Google Groups no longer supports new Usenet posts or subscriptions. Historical content remains viewable.
Dismiss

B.O.M.

4 views
Skip to first unread message

luciendenarend

unread,
Feb 17, 2007, 1:36:02 PM2/17/07
to
Thanks for the tip Tina. I've been changing back all my special characters for two weeks now, and am sick of it. I have a more than 1500 page site (denarend.com) and finding the abacadabra all over my pages everytime again is frustrating. I wish I could find a right way to do it - but the unchecking of the BOM is a good solution for the moment.
Lucien

EggHeadCafe.com - .NET Developer Portal of Choice
http://www.eggheadcafe.com

Christoph Schneegans

unread,
Feb 17, 2007, 6:33:44 PM2/17/07
to
"Lucien den Arend" wrote:

> I've been changing back all my special characters for two weeks now,
> and am sick of it.

You can almost always automate that task through VBA macros.

Charax

unread,
Feb 18, 2007, 4:58:53 AM2/18/07
to
"Christoph Schneegans" <Chri...@Schneegans.de> wrote in message
news:er86t8...@news.christoph.schneegans.de...
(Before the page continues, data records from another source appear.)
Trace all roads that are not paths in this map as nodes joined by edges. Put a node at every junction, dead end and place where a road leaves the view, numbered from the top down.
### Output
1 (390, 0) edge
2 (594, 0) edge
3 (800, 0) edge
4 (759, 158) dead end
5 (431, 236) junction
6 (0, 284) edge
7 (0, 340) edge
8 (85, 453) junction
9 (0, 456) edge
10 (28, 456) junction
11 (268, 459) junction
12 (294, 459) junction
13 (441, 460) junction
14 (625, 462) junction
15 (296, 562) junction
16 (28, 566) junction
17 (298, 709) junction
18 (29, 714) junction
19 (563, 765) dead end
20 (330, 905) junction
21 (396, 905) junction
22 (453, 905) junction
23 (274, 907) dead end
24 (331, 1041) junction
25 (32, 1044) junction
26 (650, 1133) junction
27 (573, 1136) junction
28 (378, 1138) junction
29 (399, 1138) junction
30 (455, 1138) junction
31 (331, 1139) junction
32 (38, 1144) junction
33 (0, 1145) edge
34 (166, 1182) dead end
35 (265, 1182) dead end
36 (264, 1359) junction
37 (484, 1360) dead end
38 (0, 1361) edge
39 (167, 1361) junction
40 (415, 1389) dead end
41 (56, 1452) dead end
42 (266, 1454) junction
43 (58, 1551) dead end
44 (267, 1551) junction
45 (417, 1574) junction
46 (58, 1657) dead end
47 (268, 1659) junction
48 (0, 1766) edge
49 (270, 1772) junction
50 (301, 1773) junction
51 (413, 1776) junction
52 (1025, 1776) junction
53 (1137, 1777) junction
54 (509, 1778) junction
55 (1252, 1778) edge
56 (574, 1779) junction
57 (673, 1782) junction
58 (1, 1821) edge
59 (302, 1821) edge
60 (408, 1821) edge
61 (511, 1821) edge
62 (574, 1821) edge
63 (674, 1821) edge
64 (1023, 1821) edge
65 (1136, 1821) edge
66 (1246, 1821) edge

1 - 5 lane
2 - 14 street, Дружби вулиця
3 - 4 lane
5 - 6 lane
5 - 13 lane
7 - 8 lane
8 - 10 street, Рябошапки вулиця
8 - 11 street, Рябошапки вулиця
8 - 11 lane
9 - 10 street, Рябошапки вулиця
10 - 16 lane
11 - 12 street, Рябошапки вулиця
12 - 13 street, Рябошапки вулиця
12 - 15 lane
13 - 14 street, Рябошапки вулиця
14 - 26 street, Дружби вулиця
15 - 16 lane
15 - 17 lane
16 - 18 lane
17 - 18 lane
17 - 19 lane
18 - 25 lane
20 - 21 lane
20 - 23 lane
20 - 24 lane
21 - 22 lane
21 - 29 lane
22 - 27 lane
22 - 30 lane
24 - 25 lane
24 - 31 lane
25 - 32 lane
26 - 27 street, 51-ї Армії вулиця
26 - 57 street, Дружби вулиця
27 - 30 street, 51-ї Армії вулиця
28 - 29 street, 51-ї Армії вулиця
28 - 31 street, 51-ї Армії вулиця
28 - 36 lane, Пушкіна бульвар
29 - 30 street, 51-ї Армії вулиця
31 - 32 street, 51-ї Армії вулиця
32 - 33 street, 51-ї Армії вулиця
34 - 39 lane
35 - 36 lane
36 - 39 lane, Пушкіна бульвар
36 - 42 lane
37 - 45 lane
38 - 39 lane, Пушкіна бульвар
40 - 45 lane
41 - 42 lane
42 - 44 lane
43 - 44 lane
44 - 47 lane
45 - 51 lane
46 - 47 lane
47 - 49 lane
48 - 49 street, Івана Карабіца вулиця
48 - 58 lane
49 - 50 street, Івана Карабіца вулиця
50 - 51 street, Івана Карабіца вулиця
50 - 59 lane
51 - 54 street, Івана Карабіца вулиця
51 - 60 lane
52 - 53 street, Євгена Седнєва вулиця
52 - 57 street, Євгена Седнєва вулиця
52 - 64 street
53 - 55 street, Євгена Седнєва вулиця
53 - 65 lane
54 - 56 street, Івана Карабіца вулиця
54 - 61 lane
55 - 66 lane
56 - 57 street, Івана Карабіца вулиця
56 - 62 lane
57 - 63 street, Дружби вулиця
This problem troubled me also. I originally file-copied my FP site to a
different folder then opened it in EW. I executed a find and replace to
universally add a HTML 4.01 DOCTYPE statement, only to subsequently find
many pages with corrupted characters above the 256 basic ANSI range.

But when I (re-)imported the offending pages into EW overwriting the
corrupted pages, then applied the DOCTYPE, all was OK.
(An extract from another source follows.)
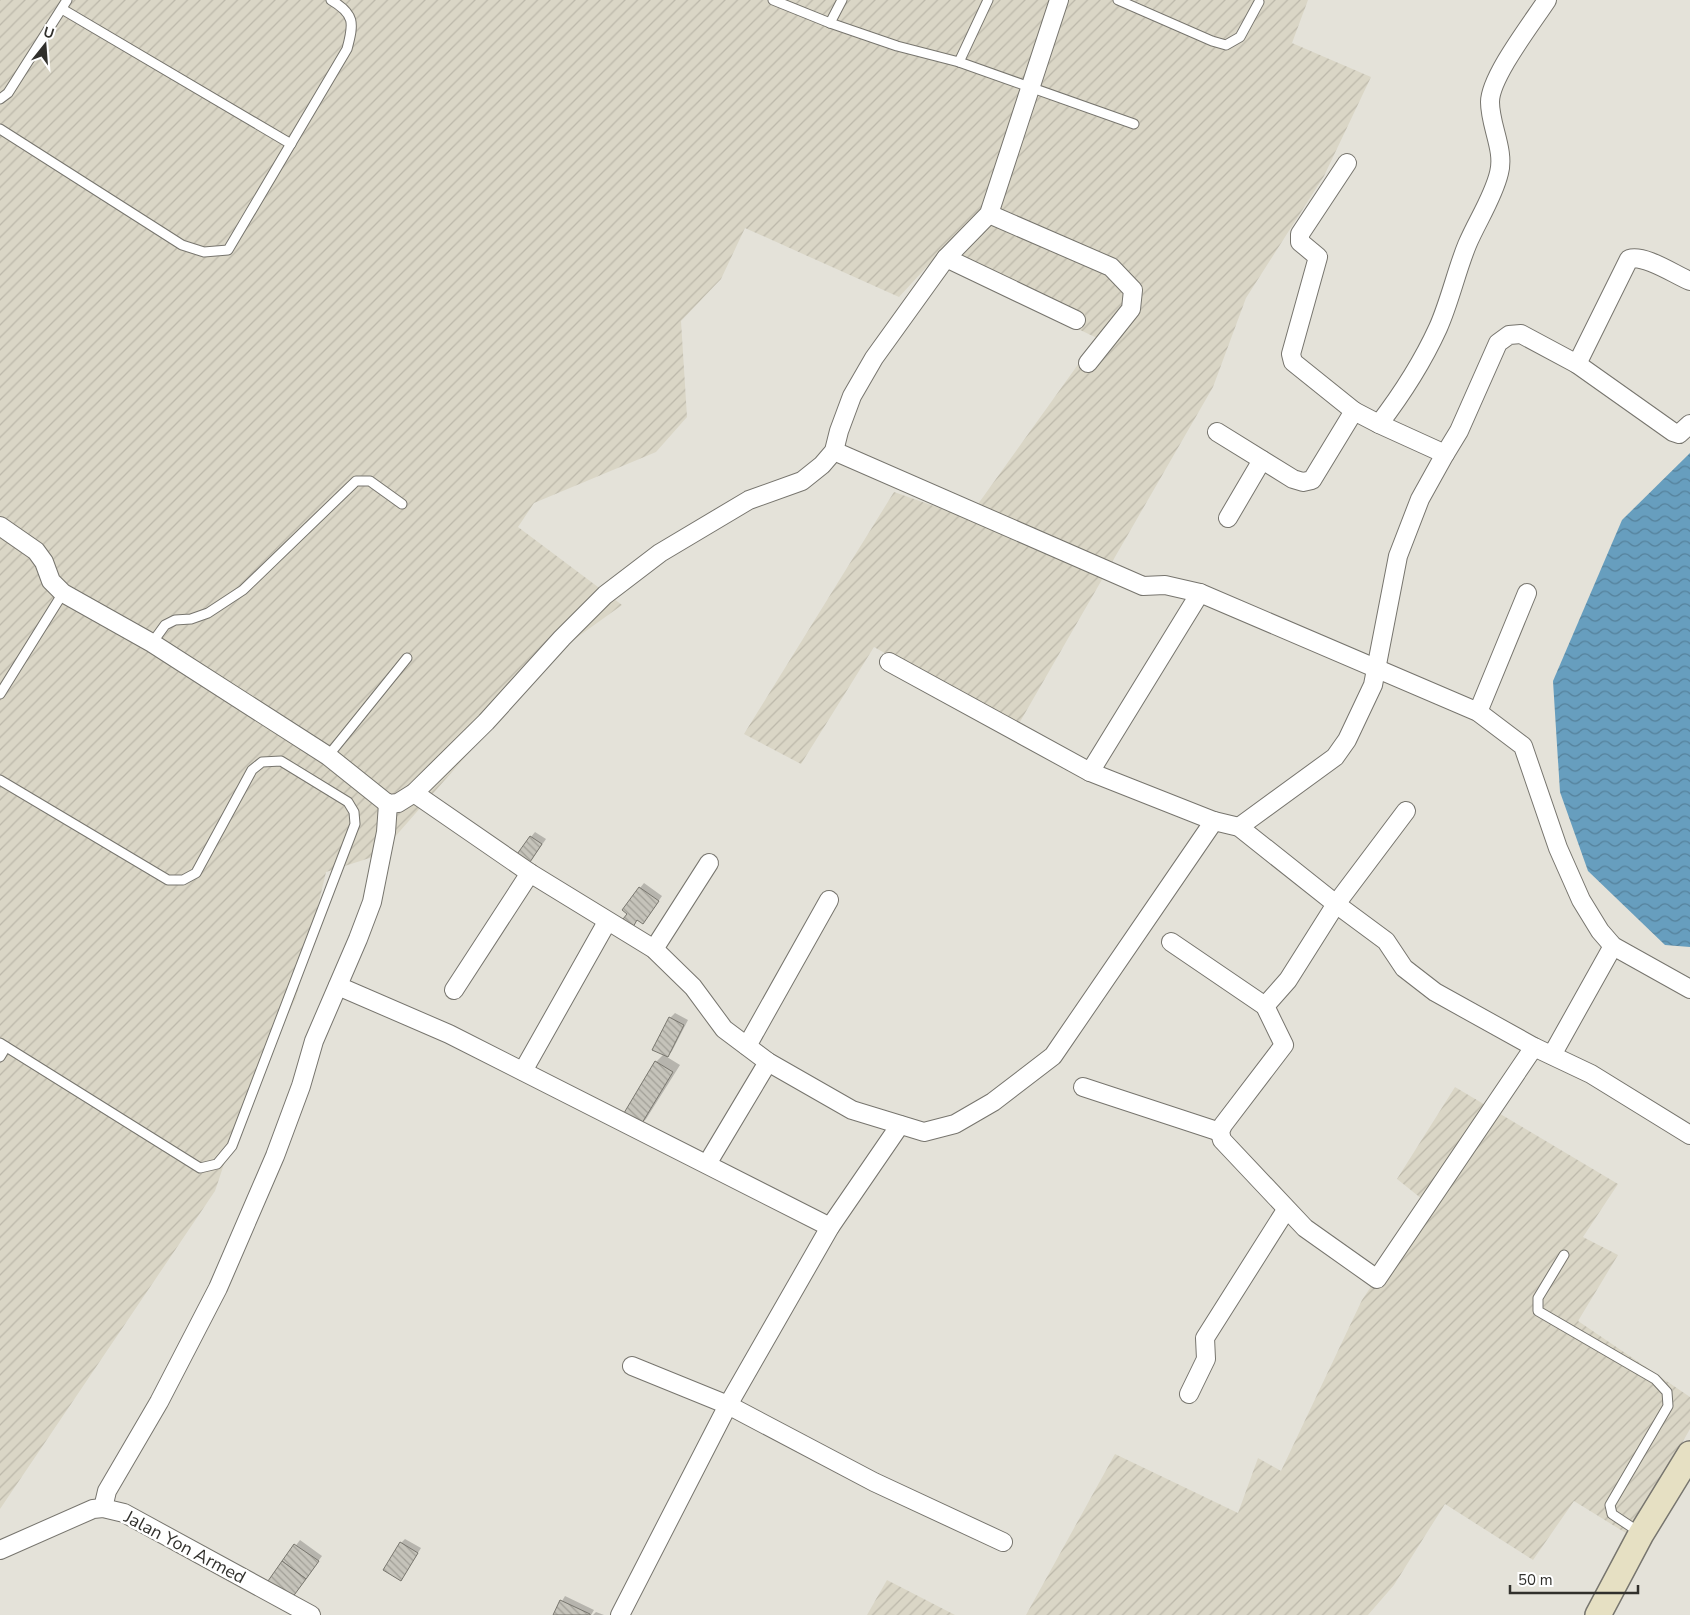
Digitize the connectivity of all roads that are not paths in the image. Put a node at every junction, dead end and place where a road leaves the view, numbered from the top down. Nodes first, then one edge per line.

I cannot reliably reproduce the problem, seems to be hit or miss.

Cheers,

Charax

Christoph Schneegans

unread,
Feb 18, 2007, 6:57:10 AM2/18/07
to
"Charax" wrote:

> I originally file-copied my FP site to a different folder then opened
> it in EW. I executed a find and replace to universally add a HTML
> 4.01 DOCTYPE statement, only to subsequently find many pages with
> corrupted characters above the 256 basic ANSI range.

A BOM is not corruption, but a Unicode standard for ten years. Besides that,
if your files have an explicit encoding declaration such as

<meta http-equiv="Content-Type" content="text/html; charset=iso-8859-1" />,

this will not happen. If your files don't have an explicit encoding
declaration, they're already corrupted.

Charax

unread,
Feb 18, 2007, 4:38:19 PM2/18/07
to
"Christoph Schneegans" <Chri...@Schneegans.de> wrote in message
news:er9if6...@news.christoph.schneegans.de...

> "Charax" wrote:
>
> A BOM is not corruption, but a Unicode standard for ten years. Besides
> that,
> if your files have an explicit encoding declaration such as
>
> <meta http-equiv="Content-Type" content="text/html; charset=iso-8859-1"
> />,
>
> this will not happen. If your files don't have an explicit encoding
> declaration, they're already corrupted.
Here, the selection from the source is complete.